Instructions to follow:
Scan each line of the records for the word "nodes" and extract the ones that have it.
Input material START
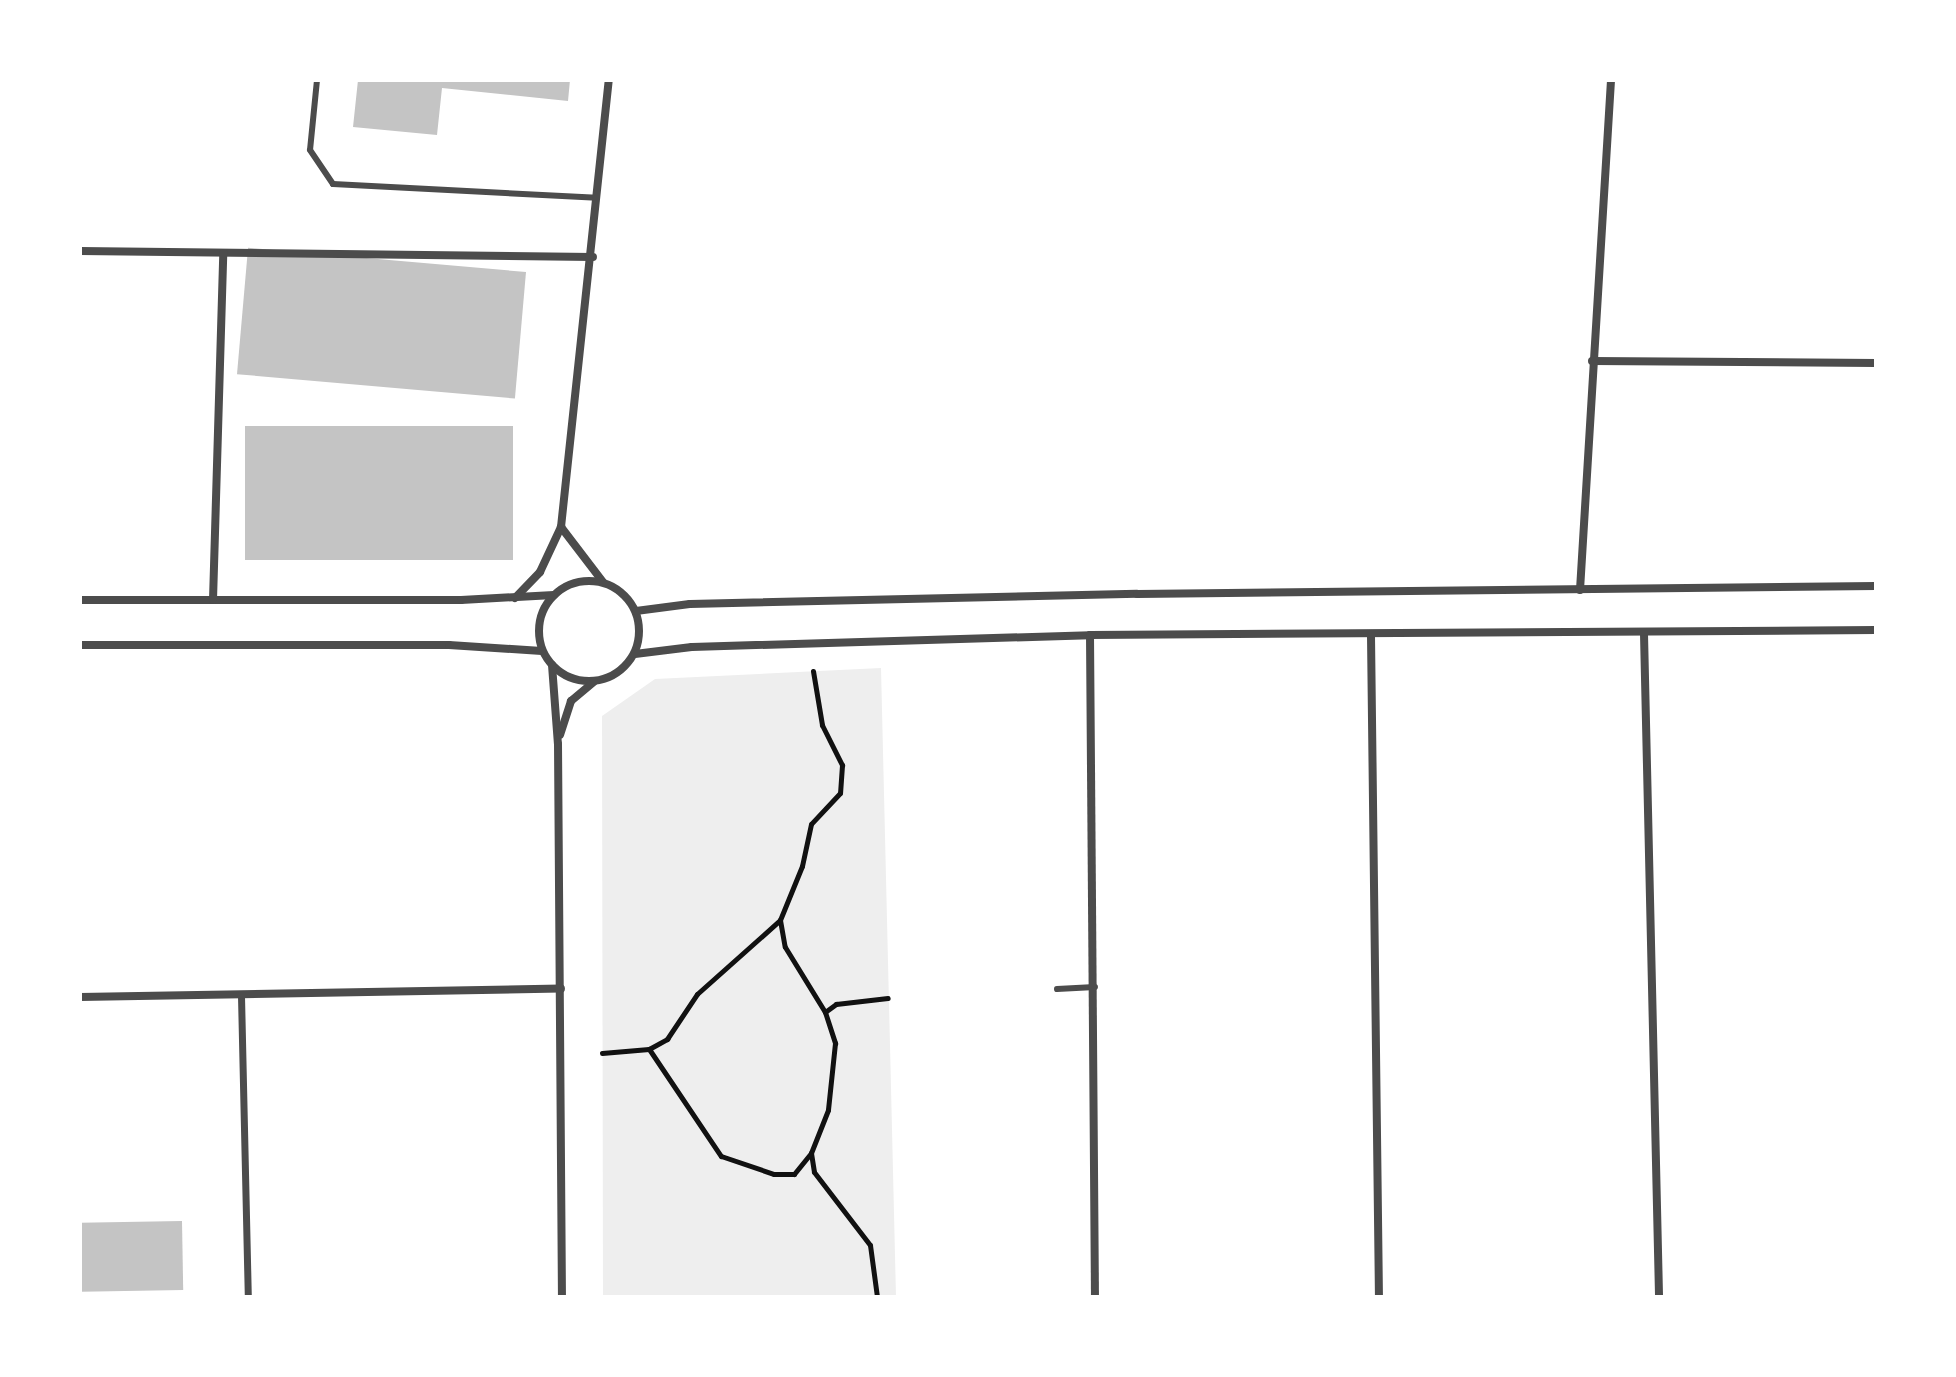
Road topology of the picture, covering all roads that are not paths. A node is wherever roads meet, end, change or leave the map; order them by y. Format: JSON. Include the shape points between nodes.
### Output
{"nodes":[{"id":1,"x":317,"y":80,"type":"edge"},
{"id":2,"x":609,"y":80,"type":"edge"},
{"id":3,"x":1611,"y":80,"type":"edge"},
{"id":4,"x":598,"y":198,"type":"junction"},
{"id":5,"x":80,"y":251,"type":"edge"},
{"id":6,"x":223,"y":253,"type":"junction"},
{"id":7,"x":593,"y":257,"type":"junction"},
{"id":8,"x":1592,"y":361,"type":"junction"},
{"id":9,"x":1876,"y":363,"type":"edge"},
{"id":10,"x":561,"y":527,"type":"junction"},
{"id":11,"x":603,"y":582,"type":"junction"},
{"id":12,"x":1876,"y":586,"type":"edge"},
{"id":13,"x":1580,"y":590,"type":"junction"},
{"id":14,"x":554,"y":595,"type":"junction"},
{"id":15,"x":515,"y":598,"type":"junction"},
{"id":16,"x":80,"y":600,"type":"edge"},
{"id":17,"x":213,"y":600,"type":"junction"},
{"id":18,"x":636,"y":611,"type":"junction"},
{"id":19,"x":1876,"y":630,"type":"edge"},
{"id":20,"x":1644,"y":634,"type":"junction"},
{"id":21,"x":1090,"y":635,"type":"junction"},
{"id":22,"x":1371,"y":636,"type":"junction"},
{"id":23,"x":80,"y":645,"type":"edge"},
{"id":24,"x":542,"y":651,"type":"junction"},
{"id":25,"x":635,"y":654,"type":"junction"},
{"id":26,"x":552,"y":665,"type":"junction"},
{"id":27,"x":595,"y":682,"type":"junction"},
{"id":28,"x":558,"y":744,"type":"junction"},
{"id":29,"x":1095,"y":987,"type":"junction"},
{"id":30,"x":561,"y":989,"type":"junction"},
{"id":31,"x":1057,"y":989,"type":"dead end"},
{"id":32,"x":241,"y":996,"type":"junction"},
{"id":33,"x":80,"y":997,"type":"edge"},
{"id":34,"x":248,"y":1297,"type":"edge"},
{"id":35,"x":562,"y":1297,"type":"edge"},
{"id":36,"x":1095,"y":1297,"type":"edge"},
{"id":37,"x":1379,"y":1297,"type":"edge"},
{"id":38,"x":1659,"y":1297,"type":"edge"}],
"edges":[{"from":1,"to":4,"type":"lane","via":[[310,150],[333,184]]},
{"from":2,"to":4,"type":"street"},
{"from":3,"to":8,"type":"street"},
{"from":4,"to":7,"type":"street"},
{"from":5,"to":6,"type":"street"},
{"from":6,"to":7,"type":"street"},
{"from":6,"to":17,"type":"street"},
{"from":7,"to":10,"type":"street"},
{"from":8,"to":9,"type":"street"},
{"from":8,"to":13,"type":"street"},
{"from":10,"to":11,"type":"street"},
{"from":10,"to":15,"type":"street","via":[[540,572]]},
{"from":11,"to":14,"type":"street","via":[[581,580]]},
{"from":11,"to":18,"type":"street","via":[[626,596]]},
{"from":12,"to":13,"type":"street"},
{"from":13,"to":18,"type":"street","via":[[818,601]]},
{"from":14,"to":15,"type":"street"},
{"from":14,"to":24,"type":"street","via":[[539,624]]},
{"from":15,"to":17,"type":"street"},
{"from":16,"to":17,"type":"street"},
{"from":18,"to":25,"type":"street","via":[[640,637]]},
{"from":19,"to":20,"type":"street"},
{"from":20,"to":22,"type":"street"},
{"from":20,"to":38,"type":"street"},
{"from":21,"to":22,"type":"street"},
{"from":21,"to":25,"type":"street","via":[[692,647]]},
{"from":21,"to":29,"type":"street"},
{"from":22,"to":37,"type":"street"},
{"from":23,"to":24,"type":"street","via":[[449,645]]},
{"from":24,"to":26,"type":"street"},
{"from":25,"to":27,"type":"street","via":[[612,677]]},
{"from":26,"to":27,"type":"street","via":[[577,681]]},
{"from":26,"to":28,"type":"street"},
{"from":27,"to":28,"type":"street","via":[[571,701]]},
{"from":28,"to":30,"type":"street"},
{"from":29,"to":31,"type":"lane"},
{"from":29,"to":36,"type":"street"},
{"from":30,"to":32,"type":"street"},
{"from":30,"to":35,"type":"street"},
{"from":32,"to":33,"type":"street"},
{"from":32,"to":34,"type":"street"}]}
Input material END
Output:
Road topology of the picture, covering all roads that are not paths. A node is wherever roads meet, end, change or leave the map; order them by y. Format: JSON. Include the shape points between nodes.
{"nodes":[{"id":1,"x":317,"y":80,"type":"edge"},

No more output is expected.